Code Igniter goes full steam ahead!
(This is for you web-application developers out there)
I remember playing with PHP back in 1998 while interning at The Motley Fool and thinking it was fun to use, but was still quite young. Microsoft’s ASP was a pretty dominant player, and Open Source Software hadn’t quite gained the respect it has now.
PHP has come a long way since then and matured quite nicely. There’s even a younger competitor that goes by the name “Ruby on Rails” which competes in the same space (namely, web application development) that some feel is a viable threat. But PHP’s larger user-base and maturer market means it won’t go down without a fight. And today, PHP just gained a new teammate by the name of Code Igniter.

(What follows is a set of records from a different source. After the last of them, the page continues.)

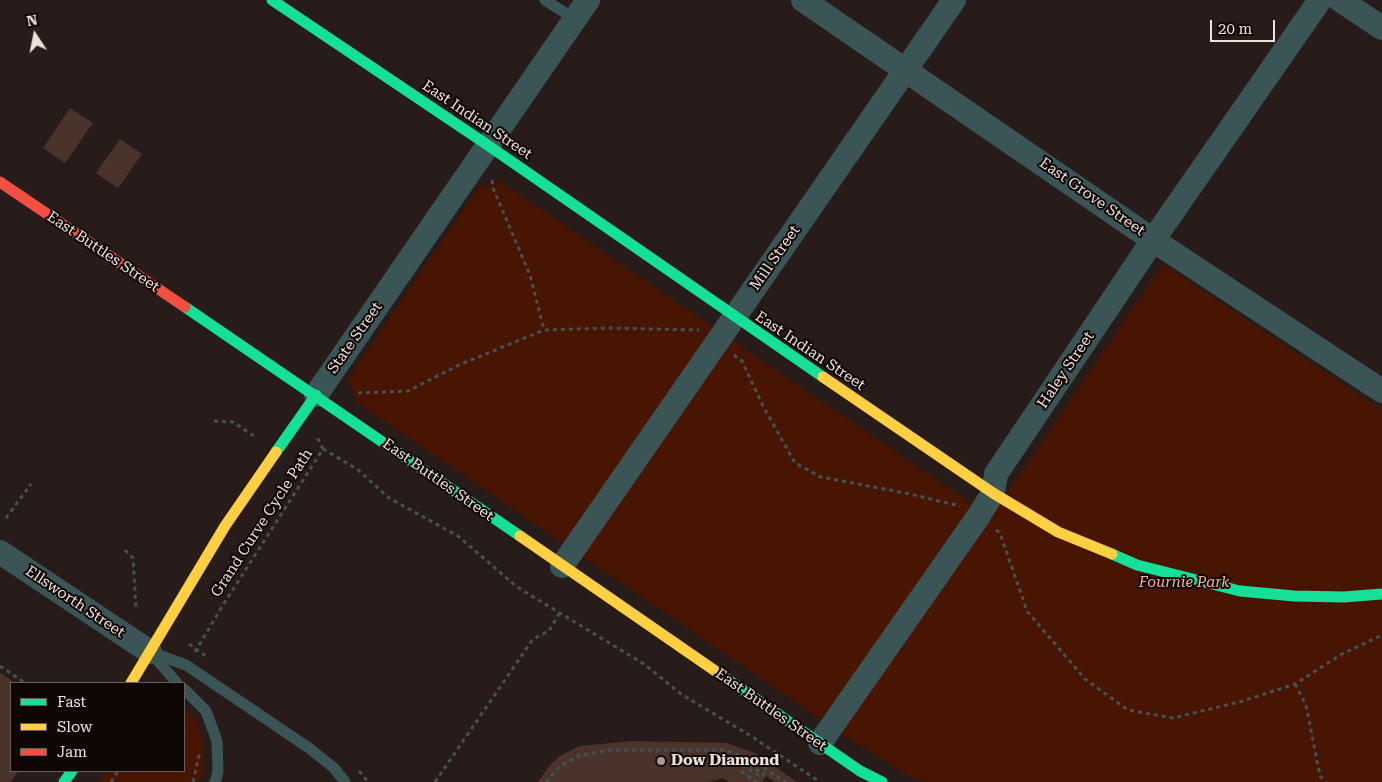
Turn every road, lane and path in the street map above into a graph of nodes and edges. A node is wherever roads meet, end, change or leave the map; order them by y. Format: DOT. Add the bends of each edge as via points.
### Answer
graph roads {
  1 [pos="272,0"];
  2 [pos="545,0"];
  3 [pos="803,0"];
  4 [pos="954,0"];
  5 [pos="1320,0"];
  6 [pos="1340,0"];
  7 [pos="582,9"];
  8 [pos="1382,28"];
  9 [pos="906,71"];
  10 [pos="489,146"];
  11 [pos="0,182"];
  12 [pos="1153,240"];
  13 [pos="734,317"];
  14 [pos="544,330"];
  15 [pos="717,342"];
  16 [pos="1382,391"];
  17 [pos="316,395"];
  18 [pos="336,409"];
  19 [pos="214,421"];
  20 [pos="254,436"];
  21 [pos="323,449"];
  22 [pos="32,484"];
  23 [pos="993,493"];
  24 [pos="978,517"];
  25 [pos="6,518"];
  26 [pos="125,550"];
  27 [pos="0,552"];
  28 [pos="562,566"];
  29 [pos="1382,594"];
  30 [pos="136,608"];
  31 [pos="559,614"];
  32 [pos="1382,635"];
  33 [pos="150,652"];
  34 [pos="186,665"];
  35 [pos="0,666"];
  36 [pos="24,682"];
  37 [pos="133,682"];
  38 [pos="176,682"];
  39 [pos="1295,684"];
  40 [pos="185,690"];
  41 [pos="820,743"];
  42 [pos="200,747"];
  43 [pos="750,760"];
  44 [pos="866,777"];
  45 [pos="193,782"];
  46 [pos="215,782"];
  47 [pos="345,782"];
  48 [pos="435,782"];
  49 [pos="546,782"];
  50 [pos="756,782"];
  51 [pos="785,782"];
  52 [pos="820,782"];
  53 [pos="882,782"];
  54 [pos="1326,782"];
  1 -- 10 [label="main road, East Indian Street"];
  2 -- 7 [label="lane"];
  3 -- 9 [label="street, East Grove Street"];
  4 -- 9 [label="street, Mill Street"];
  5 -- 12 [label="street, Haley Street"];
  6 -- 8 [label="street"];
  7 -- 10 [label="street, State Street"];
  9 -- 12 [label="street, East Grove Street"];
  9 -- 13 [label="street, Mill Street"];
  10 -- 13 [label="main road, East Indian Street"];
  10 -- 14 [label="path" via="493,188 530,276"];
  10 -- 17 [label="street, State Street"];
  11 -- 17 [label="main road, East Buttles Street"];
  12 -- 16 [label="street, East Grove Street"];
  12 -- 23 [label="street, Haley Street" via="996,474"];
  13 -- 15 [label="street, Mill Street"];
  13 -- 23 [label="main road, East Indian Street"];
  14 -- 15 [label="path, Grand Curve Cycle Path" via="699,330"];
  14 -- 18 [label="path, Grand Curve Cycle Path" via="459,365 408,391 348,394"];
  15 -- 24 [label="path, Grand Curve Cycle Path" via="742,360 762,406 794,463 821,477 957,505"];
  15 -- 28 [label="street, Mill Street"];
  17 -- 18 [label="main road, East Buttles Street"];
  17 -- 33 [label="main road, State Street" via="225,526"];
  18 -- 21 [label="path, Grand Curve Cycle Path" via="317,438"];
  18 -- 28 [label="main road, East Buttles Street"];
  19 -- 20 [label="path" via="232,422"];
  21 -- 31 [label="path" via="358,469 389,498 458,536 516,587"];
  21 -- 34 [label="path, Grand Curve Cycle Path"];
  22 -- 25 [label="path"];
  23 -- 24 [label="street, Haley Street"];
  23 -- 29 [label="main road, East Indian Street" via="1058,532 1098,550 1183,578 1240,591 1294,596"];
  24 -- 39 [label="path, Grand Curve Cycle Path" via="1000,533 1027,611 1085,679 1128,710 1173,718"];
  24 -- 41 [label="street, Haley Street"];
  26 -- 30 [label="path" via="133,558"];
  27 -- 33 [label="street, Ellsworth Street"];
  28 -- 41 [label="main road, East Buttles Street"];
  31 -- 48 [label="path" via="549,631 534,639"];
  31 -- 52 [label="path" via="644,664 681,694"];
  32 -- 39 [label="path, Grand Curve Cycle Path" via="1342,654"];
  33 -- 34 [label="lane"];
  33 -- 37 [label="main road, State Street"];
  33 -- 38 [label="lane"];
  34 -- 47 [label="lane" via="309,748 334,768"];
  35 -- 36 [label="path"];
  39 -- 54 [label="path" via="1306,705 1320,776"];
  40 -- 46 [label="lane" via="206,711 217,741 218,772"];
  41 -- 44 [label="main road, East Buttles Street"];
  42 -- 45 [label="path"];
  43 -- 49 [label="path" via="725,750 609,750 578,756 560,766"];
  43 -- 50 [label="path" via="747,764 764,774 761,778 744,766 741,771"];
  43 -- 51 [label="path"];
  44 -- 53 [label="main road, East Buttles Street"];
}
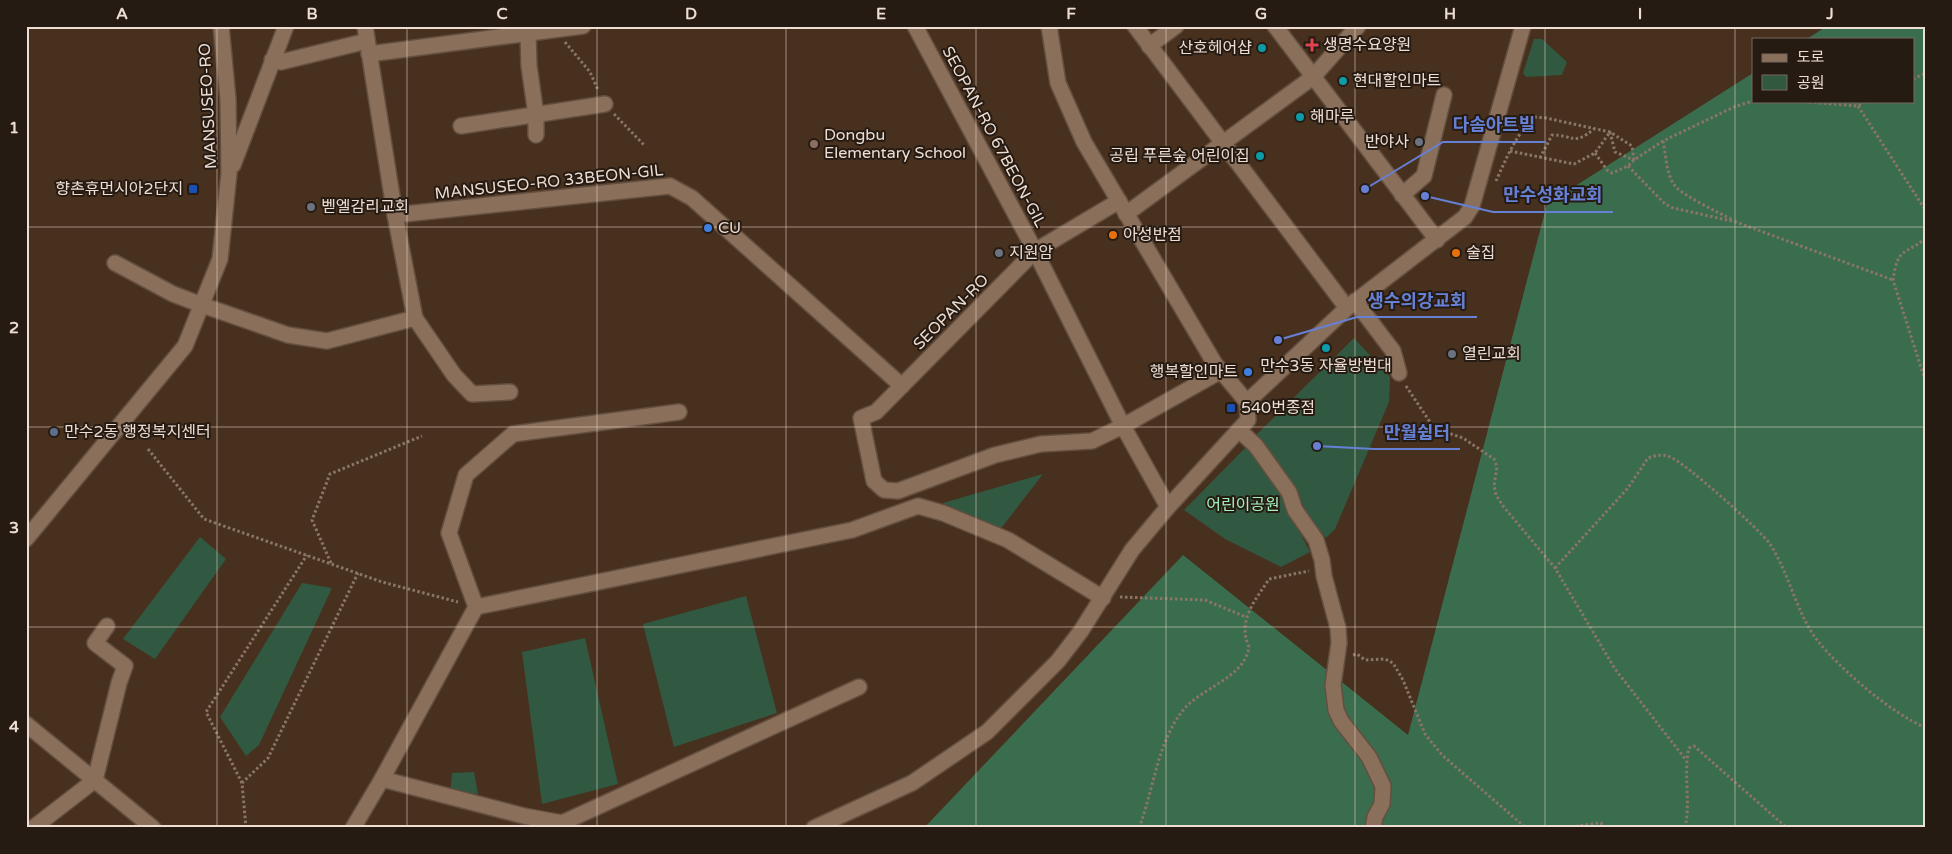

There are plenty of PHP frameworks floating around, some with large installed user bases, such as PRADO, CakePHP, and Symfony (not to mention PHP founders’ own Zend). A simple Google search reveals a handy selection. Alas, many of them attempt to brew your coffee and do your laundry, leading to hundreds of hefty files and questionable learning curves – depending on the features you require. As frustrations mounted with managing someone else’s large code bases just to get their own code working, the time grew ripe for a slim, fast, easy-to-use PHP framework. Last year these frustrated programmer’s wishes were teased by a little-known framework called Code Igniter. Today, their wishes came true with the announcement of a formal development team to support Code Igniter’s growth.
If you’re thinking of developing an internet application, know some PHP, don’t want to waste your time learning a new framework while worrying that it might lose community support and go the way of the Dodo bird, and want something that can produce results fast, Code Igniter is for you. But here’s the best part – if you know some PHP but aren’t sure if you should spend the time to learn Ruby on Rails for your next project because it feels like everyone else is, Code Igniter encourages the Model, View, Controller (MVC) programming paradigm – the very paradigm Ruby on Rails follows. Which means you can code your next revolutionary idea now in PHP, and should you need to go with Ruby, you can focus on the faster syntactical changes rather than structural.
Of course, by that time you’ll probably want to do an entire code-rewrite, but at least you’ll be comfortable with the MVC framework!

February 1st, 2007 at 1:17 pm
Great summary Matt! But I just want to be clear that the CI community is still its number 1 asset! Fantastic, enthusiastic and skilled. And if I may say so… very good looking. What more could you want ;)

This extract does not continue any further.